[Entries taken from a collection]

┌──

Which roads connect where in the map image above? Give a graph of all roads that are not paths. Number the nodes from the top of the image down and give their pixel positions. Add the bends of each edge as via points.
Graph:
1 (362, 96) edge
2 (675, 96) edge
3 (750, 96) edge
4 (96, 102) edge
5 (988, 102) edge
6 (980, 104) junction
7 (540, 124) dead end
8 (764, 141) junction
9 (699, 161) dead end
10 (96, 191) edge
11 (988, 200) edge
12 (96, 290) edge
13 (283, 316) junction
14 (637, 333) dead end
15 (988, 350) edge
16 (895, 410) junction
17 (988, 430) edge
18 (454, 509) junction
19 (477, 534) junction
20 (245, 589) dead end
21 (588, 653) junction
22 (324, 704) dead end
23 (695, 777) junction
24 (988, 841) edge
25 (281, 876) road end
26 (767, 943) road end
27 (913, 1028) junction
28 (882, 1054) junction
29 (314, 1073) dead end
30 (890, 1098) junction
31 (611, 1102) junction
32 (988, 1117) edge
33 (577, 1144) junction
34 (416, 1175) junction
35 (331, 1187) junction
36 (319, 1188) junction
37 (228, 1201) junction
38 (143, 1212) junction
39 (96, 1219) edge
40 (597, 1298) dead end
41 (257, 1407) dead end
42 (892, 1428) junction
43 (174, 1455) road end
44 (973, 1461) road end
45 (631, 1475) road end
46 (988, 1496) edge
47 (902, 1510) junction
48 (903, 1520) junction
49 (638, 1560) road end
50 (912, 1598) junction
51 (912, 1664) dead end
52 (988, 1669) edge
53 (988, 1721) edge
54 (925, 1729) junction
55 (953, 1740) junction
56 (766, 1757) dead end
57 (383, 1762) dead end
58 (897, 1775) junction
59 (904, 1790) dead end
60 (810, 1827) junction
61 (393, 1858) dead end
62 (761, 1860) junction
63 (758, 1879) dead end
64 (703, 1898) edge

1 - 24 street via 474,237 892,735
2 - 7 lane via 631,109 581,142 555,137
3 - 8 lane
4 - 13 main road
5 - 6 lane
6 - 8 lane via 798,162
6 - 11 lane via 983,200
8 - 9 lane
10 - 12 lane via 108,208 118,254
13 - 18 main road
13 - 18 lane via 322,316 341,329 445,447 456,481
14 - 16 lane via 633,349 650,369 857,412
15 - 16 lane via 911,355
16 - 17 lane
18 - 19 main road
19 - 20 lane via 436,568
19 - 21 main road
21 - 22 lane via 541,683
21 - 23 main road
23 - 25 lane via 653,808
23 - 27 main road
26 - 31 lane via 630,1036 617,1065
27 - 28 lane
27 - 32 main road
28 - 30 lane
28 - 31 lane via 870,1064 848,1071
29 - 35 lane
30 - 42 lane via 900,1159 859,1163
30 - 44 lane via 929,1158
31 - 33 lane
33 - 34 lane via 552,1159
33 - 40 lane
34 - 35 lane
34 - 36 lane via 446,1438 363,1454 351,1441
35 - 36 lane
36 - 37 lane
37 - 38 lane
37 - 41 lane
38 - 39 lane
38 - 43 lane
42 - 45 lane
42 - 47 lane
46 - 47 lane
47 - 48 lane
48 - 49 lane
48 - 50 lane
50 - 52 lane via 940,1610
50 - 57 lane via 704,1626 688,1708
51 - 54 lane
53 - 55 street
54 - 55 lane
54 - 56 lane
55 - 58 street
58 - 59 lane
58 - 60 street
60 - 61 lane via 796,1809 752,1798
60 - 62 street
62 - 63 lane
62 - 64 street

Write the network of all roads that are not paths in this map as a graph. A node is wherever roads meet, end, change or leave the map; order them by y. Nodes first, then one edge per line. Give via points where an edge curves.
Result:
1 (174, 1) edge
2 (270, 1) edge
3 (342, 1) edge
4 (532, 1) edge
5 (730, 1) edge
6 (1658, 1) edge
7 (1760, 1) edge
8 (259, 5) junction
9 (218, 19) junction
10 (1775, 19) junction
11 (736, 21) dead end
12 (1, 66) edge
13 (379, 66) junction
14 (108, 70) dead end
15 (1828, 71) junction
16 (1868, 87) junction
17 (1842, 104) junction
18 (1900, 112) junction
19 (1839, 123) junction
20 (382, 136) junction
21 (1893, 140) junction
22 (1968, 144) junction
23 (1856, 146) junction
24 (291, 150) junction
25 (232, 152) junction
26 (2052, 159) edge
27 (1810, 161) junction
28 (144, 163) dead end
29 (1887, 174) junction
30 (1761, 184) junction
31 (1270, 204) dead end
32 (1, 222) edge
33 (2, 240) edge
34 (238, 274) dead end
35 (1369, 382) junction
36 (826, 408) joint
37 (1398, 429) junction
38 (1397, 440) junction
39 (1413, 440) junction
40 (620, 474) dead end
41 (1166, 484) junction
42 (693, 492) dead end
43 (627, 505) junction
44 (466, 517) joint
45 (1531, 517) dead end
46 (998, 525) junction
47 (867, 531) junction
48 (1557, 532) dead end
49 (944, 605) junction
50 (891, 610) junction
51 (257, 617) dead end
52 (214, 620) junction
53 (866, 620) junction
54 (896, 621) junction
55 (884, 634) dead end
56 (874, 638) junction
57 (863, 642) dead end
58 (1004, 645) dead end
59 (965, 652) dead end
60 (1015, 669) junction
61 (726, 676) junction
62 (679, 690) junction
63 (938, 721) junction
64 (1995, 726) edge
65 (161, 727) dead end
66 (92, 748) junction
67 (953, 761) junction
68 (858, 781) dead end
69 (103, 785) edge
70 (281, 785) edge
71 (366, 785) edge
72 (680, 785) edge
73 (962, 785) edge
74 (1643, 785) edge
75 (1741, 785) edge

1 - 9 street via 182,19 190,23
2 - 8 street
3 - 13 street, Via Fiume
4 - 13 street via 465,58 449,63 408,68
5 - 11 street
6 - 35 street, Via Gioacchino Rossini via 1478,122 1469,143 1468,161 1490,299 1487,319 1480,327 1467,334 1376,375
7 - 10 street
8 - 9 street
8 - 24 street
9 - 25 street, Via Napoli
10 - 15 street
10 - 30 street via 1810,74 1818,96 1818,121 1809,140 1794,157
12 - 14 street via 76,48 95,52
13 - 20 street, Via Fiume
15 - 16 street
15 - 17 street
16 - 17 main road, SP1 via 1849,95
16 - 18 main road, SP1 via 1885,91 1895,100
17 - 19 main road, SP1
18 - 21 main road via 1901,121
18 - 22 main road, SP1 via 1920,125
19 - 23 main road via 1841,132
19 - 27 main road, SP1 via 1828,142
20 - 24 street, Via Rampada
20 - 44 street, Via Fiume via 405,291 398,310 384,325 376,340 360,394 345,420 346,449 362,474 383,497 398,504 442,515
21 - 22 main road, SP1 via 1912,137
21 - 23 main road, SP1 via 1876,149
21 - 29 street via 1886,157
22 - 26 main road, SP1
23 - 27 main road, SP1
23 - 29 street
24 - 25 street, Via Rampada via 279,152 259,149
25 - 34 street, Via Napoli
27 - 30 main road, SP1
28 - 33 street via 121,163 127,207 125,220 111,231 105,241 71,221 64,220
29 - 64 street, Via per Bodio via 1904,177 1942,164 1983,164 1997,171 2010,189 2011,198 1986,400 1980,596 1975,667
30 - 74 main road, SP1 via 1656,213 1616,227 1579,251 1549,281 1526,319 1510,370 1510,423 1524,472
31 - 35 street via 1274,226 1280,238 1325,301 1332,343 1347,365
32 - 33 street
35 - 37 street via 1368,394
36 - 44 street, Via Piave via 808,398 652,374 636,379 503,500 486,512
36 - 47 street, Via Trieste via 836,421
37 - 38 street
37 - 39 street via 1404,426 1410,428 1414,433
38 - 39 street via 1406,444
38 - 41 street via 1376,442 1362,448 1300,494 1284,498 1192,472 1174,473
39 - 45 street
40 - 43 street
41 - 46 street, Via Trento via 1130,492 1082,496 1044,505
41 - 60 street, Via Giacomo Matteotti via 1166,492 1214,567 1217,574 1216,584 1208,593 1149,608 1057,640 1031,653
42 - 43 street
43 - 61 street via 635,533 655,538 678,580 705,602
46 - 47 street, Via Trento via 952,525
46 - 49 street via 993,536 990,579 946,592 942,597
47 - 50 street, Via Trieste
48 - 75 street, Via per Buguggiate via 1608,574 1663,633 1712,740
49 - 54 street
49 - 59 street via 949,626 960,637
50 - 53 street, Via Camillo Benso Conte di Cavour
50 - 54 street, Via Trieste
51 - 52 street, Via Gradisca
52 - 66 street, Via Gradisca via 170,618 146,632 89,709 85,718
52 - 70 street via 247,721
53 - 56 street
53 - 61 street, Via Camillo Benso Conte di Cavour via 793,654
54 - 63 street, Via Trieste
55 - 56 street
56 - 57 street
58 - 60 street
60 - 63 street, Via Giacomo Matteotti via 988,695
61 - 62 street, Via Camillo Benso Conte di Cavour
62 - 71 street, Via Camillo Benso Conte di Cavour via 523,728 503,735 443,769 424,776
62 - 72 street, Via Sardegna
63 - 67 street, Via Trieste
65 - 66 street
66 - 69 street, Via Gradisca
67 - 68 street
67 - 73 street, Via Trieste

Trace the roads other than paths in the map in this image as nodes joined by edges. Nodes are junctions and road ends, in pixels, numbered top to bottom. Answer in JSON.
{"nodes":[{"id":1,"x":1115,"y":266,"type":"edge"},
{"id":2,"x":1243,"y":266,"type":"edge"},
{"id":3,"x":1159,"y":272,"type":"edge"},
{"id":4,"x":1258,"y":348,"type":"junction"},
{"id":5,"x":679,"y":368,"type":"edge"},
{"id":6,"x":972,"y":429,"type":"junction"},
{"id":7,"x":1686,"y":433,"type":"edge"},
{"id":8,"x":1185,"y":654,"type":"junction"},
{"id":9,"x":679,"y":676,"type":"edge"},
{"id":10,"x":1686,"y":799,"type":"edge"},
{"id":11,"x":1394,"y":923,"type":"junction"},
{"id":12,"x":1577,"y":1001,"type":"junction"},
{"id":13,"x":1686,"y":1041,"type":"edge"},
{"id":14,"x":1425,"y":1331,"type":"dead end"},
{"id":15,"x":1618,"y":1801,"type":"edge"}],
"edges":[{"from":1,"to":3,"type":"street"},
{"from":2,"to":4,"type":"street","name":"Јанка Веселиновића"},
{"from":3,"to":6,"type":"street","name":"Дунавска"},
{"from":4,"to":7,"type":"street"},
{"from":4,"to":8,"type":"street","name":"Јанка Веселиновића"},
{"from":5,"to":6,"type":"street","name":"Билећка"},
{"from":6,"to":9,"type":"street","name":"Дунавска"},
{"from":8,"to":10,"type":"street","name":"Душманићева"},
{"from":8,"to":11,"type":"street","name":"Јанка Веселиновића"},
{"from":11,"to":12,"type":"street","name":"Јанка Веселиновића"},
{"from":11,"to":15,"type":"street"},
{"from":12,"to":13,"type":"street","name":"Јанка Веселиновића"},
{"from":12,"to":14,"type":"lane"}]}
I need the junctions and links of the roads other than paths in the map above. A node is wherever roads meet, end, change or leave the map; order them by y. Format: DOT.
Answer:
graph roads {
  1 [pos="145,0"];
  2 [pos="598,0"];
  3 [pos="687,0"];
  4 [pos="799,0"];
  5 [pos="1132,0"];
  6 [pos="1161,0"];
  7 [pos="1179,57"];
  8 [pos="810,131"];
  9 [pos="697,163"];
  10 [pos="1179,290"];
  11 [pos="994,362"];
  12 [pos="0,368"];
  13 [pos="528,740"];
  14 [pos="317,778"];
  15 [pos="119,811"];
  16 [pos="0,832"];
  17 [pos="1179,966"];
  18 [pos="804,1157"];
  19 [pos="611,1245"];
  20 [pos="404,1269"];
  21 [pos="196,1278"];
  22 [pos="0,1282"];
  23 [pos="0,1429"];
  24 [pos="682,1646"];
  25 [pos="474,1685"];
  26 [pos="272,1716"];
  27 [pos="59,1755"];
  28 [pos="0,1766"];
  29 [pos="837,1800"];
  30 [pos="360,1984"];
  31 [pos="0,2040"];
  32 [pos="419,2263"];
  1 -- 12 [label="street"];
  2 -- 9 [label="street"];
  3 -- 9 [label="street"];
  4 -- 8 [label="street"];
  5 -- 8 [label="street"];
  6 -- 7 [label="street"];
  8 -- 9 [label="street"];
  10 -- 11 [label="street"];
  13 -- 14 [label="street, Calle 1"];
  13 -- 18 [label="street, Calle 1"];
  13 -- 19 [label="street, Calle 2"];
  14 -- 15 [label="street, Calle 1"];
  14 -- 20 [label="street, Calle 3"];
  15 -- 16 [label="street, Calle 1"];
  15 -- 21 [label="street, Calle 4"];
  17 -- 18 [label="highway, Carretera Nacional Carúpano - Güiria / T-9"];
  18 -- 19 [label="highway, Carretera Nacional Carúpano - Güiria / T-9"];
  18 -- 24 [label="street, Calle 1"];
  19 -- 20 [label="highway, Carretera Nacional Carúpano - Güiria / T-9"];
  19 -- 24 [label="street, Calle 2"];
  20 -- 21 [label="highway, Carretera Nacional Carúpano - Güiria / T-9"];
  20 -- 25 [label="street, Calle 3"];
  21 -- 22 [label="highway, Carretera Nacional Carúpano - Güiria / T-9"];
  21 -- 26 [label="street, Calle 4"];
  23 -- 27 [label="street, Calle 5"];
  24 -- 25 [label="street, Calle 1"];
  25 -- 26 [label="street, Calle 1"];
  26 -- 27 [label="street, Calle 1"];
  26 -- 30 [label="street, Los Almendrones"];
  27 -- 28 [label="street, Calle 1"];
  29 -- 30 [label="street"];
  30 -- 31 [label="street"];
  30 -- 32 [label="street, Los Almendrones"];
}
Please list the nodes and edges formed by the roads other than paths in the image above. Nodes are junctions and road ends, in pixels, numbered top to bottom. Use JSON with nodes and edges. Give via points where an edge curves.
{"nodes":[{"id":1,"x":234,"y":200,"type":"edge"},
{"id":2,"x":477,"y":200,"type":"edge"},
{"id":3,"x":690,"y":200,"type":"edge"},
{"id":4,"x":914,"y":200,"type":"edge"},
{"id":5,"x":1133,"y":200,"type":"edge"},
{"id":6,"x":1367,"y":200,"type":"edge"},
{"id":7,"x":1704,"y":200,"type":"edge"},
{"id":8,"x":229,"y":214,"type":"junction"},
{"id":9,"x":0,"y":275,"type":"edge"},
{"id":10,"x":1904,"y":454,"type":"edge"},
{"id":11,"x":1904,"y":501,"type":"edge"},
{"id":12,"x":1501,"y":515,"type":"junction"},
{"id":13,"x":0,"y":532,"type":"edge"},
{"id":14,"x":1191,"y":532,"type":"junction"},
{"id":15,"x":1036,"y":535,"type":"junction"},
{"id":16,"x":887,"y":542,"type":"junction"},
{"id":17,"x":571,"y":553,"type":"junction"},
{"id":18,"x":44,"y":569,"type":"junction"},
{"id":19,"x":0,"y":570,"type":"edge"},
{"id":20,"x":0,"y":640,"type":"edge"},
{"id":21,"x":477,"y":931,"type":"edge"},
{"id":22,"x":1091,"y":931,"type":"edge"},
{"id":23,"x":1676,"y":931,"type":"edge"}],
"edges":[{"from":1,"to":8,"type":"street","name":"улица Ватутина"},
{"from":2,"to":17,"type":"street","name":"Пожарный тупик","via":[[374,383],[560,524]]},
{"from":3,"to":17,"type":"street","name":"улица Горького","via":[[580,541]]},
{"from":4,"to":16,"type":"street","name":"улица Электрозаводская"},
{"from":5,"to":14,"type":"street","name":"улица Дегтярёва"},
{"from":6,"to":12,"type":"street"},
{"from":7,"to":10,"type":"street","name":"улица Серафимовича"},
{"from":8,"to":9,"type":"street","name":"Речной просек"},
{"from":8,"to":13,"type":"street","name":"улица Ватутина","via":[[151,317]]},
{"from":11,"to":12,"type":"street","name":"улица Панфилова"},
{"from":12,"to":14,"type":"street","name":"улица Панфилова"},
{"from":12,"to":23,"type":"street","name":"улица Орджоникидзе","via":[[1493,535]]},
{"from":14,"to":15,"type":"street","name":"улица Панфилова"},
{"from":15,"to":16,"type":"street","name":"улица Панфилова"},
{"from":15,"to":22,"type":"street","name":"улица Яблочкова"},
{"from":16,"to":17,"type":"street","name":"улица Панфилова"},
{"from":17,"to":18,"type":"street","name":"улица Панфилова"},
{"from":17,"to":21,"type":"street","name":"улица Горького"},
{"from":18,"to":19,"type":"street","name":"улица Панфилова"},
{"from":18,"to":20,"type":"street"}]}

└──

### ACTION ITEM
Every line of the entries that includes "Веселиновића" must be copied into the answer.

### FINISHED EXERCISE
{"from":2,"to":4,"type":"street","name":"Јанка Веселиновића"},
{"from":4,"to":8,"type":"street","name":"Јанка Веселиновића"},
{"from":8,"to":11,"type":"street","name":"Јанка Веселиновића"},
{"from":11,"to":12,"type":"street","name":"Јанка Веселиновића"},
{"from":12,"to":13,"type":"street","name":"Јанка Веселиновића"},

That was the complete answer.